### WHAT YOU WILL DO
Your task is to restate exactly the lines from the one holding "Which roads connect where in the map in this screen?" to the end of the entries below, inclusive.

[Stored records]

+---+

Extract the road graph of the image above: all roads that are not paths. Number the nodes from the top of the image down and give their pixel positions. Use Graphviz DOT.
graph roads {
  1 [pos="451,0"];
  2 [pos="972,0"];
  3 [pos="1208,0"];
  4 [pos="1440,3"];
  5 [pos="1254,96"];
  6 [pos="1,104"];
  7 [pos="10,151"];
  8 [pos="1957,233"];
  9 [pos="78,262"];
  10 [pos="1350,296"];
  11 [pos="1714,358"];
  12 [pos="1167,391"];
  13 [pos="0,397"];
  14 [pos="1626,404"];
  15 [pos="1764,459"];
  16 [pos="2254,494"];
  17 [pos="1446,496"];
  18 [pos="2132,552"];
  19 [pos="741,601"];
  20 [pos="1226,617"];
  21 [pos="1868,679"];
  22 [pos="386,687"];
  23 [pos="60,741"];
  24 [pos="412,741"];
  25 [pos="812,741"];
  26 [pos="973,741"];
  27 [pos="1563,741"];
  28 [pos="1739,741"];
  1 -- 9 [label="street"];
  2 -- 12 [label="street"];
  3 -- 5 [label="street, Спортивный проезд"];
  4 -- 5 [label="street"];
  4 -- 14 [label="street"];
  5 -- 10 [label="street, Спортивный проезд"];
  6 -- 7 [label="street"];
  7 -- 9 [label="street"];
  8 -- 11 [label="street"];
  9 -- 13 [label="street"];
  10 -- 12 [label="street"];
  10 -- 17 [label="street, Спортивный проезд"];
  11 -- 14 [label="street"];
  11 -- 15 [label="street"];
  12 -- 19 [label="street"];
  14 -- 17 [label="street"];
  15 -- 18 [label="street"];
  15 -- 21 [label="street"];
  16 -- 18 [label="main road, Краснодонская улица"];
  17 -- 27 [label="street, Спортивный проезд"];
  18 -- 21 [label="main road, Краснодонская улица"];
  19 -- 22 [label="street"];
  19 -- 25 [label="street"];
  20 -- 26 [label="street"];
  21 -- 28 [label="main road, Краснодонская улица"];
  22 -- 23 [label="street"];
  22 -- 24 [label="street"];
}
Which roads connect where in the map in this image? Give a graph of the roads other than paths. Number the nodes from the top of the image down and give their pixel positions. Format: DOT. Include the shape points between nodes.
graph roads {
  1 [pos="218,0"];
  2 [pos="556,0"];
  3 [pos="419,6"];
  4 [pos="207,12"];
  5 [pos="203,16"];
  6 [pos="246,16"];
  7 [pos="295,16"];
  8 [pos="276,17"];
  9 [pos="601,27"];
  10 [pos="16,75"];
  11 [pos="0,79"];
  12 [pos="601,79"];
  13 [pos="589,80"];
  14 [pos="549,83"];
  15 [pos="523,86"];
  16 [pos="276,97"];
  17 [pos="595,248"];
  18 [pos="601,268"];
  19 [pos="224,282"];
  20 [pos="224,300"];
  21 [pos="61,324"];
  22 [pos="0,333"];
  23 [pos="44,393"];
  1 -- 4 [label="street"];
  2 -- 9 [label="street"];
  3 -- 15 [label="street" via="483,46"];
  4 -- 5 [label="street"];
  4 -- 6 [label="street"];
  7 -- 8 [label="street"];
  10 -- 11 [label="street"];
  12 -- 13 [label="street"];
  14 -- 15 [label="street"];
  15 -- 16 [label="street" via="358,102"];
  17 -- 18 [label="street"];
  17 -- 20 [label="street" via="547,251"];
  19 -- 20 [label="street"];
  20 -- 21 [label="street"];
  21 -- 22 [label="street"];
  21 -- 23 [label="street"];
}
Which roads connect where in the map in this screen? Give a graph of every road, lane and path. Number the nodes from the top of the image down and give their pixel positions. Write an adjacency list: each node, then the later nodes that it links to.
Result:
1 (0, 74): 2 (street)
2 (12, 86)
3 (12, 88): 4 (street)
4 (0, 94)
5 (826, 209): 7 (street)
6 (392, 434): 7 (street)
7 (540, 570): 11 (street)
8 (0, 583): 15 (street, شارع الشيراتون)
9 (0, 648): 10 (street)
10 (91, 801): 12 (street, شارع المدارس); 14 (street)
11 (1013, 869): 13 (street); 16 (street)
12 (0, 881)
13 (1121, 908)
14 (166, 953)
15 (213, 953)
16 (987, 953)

+---+

### RESULT OF THE EXERCISE
Which roads connect where in the map in this screen? Give a graph of every road, lane and path. Number the nodes from the top of the image down and give their pixel positions. Write an adjacency list: each node, then the later nodes that it links to.
Result:
1 (0, 74): 2 (street)
2 (12, 86)
3 (12, 88): 4 (street)
4 (0, 94)
5 (826, 209): 7 (street)
6 (392, 434): 7 (street)
7 (540, 570): 11 (street)
8 (0, 583): 15 (street, شارع الشيراتون)
9 (0, 648): 10 (street)
10 (91, 801): 12 (street, شارع المدارس); 14 (street)
11 (1013, 869): 13 (street); 16 (street)
12 (0, 881)
13 (1121, 908)
14 (166, 953)
15 (213, 953)
16 (987, 953)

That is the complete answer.